**PROBLEM DESCRIPTION**:
Could you give the entries back exactly as they stand, minus any pictures?

**INFORMATION GIVEN**:
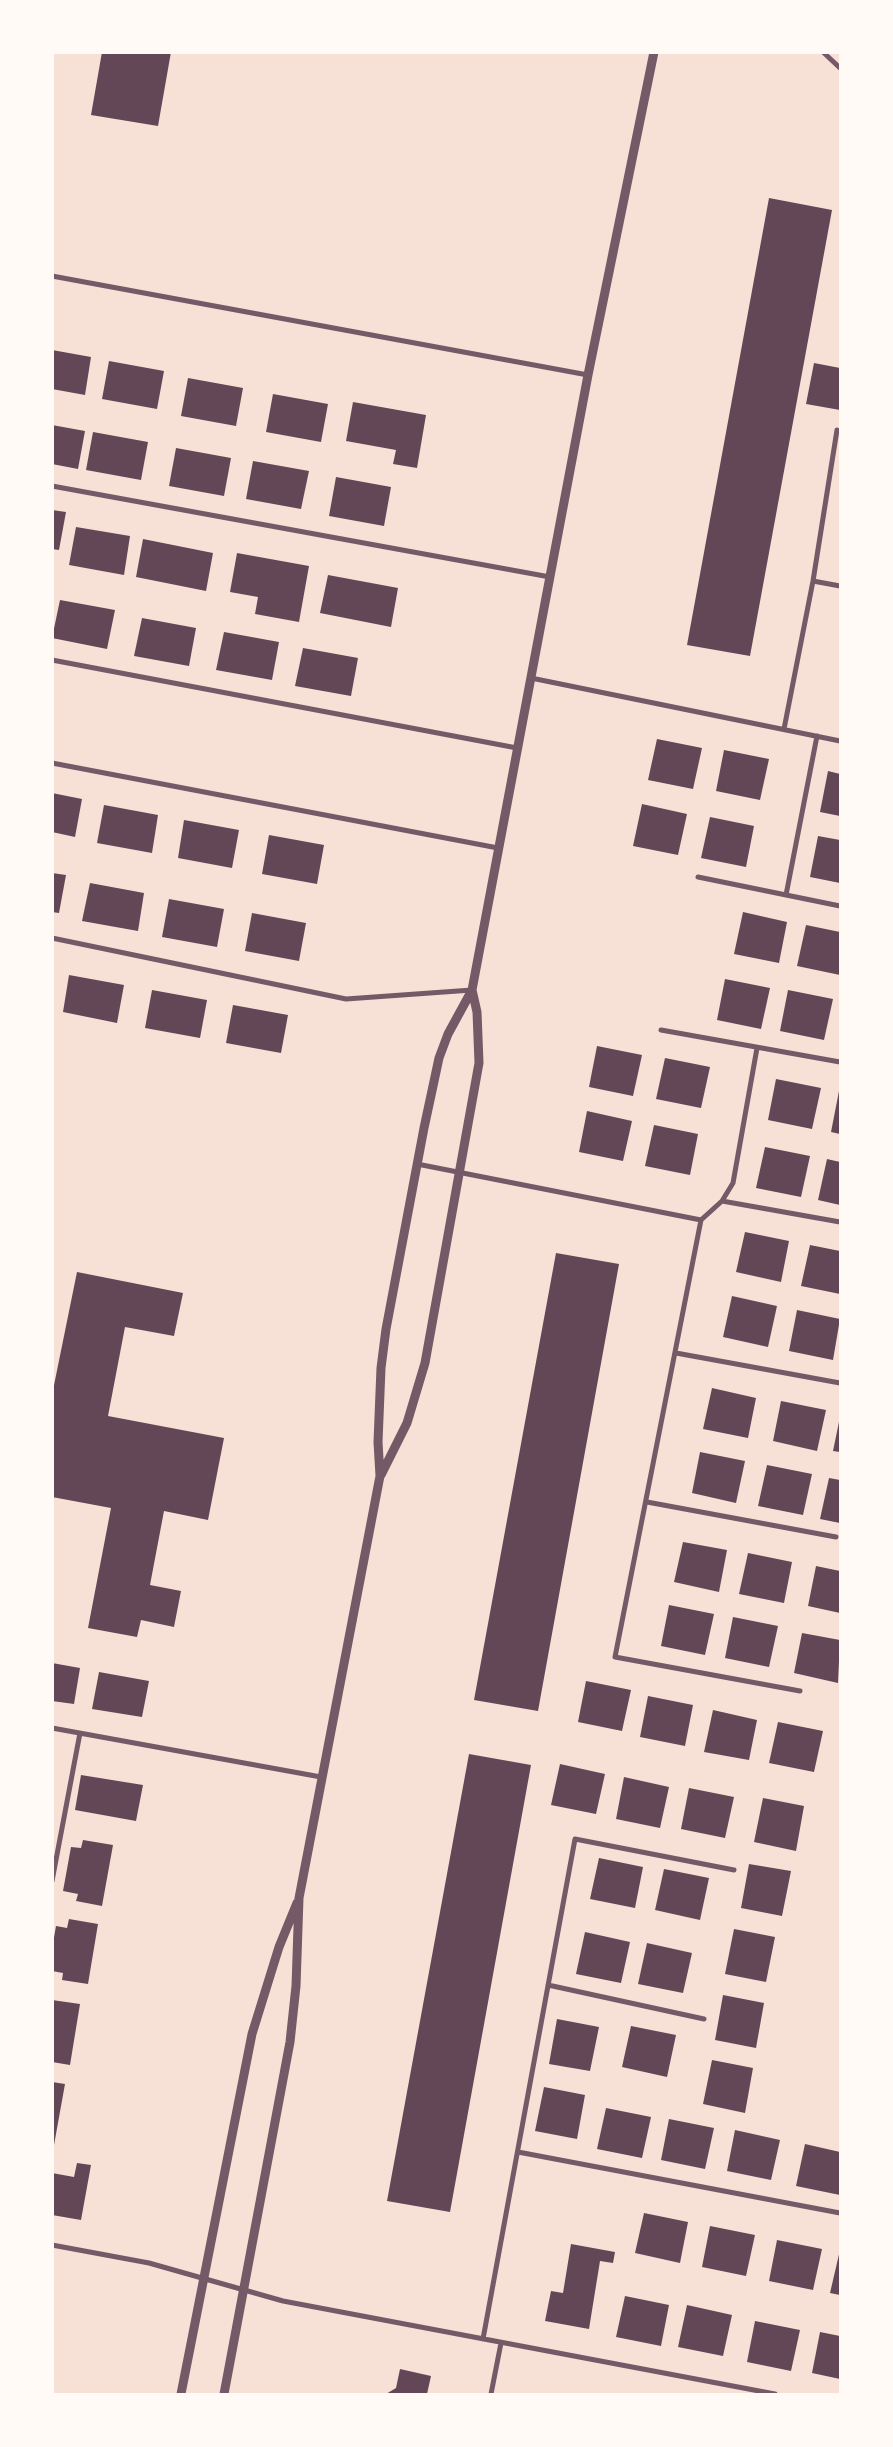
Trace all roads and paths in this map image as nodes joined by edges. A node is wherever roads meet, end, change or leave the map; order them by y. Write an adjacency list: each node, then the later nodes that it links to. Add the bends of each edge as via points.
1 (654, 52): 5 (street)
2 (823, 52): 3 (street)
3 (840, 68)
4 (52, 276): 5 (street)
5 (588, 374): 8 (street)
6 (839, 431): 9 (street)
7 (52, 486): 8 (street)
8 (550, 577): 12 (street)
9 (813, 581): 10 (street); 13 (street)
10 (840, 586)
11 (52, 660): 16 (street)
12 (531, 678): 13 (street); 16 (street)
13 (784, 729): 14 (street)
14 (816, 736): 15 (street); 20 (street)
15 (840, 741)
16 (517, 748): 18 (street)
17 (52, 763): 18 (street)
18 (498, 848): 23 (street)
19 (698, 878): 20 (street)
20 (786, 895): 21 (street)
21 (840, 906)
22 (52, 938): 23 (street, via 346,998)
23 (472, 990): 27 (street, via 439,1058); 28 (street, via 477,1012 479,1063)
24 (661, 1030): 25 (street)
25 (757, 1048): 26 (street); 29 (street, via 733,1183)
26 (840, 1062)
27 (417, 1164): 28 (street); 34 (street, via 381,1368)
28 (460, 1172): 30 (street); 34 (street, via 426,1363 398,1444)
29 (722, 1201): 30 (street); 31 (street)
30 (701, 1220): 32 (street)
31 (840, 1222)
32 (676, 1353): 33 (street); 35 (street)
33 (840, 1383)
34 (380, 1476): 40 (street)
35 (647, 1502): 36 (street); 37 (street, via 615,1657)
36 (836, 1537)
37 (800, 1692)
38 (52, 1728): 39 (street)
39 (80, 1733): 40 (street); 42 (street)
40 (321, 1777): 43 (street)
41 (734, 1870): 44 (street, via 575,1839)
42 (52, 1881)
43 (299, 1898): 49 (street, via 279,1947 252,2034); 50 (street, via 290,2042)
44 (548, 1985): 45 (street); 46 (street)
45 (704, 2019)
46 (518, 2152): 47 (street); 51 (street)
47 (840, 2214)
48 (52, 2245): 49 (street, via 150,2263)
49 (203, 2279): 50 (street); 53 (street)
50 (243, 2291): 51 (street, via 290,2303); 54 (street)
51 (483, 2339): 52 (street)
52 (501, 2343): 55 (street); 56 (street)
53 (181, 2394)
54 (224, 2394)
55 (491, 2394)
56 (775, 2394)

**SOLVED EXERCISE**:
Trace all roads and paths in this map image as nodes joined by edges. A node is wherever roads meet, end, change or leave the map; order them by y. Write an adjacency list: each node, then the later nodes that it links to. Add the bends of each edge as via points.
1 (654, 52): 5 (street)
2 (823, 52): 3 (street)
3 (840, 68)
4 (52, 276): 5 (street)
5 (588, 374): 8 (street)
6 (839, 431): 9 (street)
7 (52, 486): 8 (street)
8 (550, 577): 12 (street)
9 (813, 581): 10 (street); 13 (street)
10 (840, 586)
11 (52, 660): 16 (street)
12 (531, 678): 13 (street); 16 (street)
13 (784, 729): 14 (street)
14 (816, 736): 15 (street); 20 (street)
15 (840, 741)
16 (517, 748): 18 (street)
17 (52, 763): 18 (street)
18 (498, 848): 23 (street)
19 (698, 878): 20 (street)
20 (786, 895): 21 (street)
21 (840, 906)
22 (52, 938): 23 (street, via 346,998)
23 (472, 990): 27 (street, via 439,1058); 28 (street, via 477,1012 479,1063)
24 (661, 1030): 25 (street)
25 (757, 1048): 26 (street); 29 (street, via 733,1183)
26 (840, 1062)
27 (417, 1164): 28 (street); 34 (street, via 381,1368)
28 (460, 1172): 30 (street); 34 (street, via 426,1363 398,1444)
29 (722, 1201): 30 (street); 31 (street)
30 (701, 1220): 32 (street)
31 (840, 1222)
32 (676, 1353): 33 (street); 35 (street)
33 (840, 1383)
34 (380, 1476): 40 (street)
35 (647, 1502): 36 (street); 37 (street, via 615,1657)
36 (836, 1537)
37 (800, 1692)
38 (52, 1728): 39 (street)
39 (80, 1733): 40 (street); 42 (street)
40 (321, 1777): 43 (street)
41 (734, 1870): 44 (street, via 575,1839)
42 (52, 1881)
43 (299, 1898): 49 (street, via 279,1947 252,2034); 50 (street, via 290,2042)
44 (548, 1985): 45 (street); 46 (street)
45 (704, 2019)
46 (518, 2152): 47 (street); 51 (street)
47 (840, 2214)
48 (52, 2245): 49 (street, via 150,2263)
49 (203, 2279): 50 (street); 53 (street)
50 (243, 2291): 51 (street, via 290,2303); 54 (street)
51 (483, 2339): 52 (street)
52 (501, 2343): 55 (street); 56 (street)
53 (181, 2394)
54 (224, 2394)
55 (491, 2394)
56 (775, 2394)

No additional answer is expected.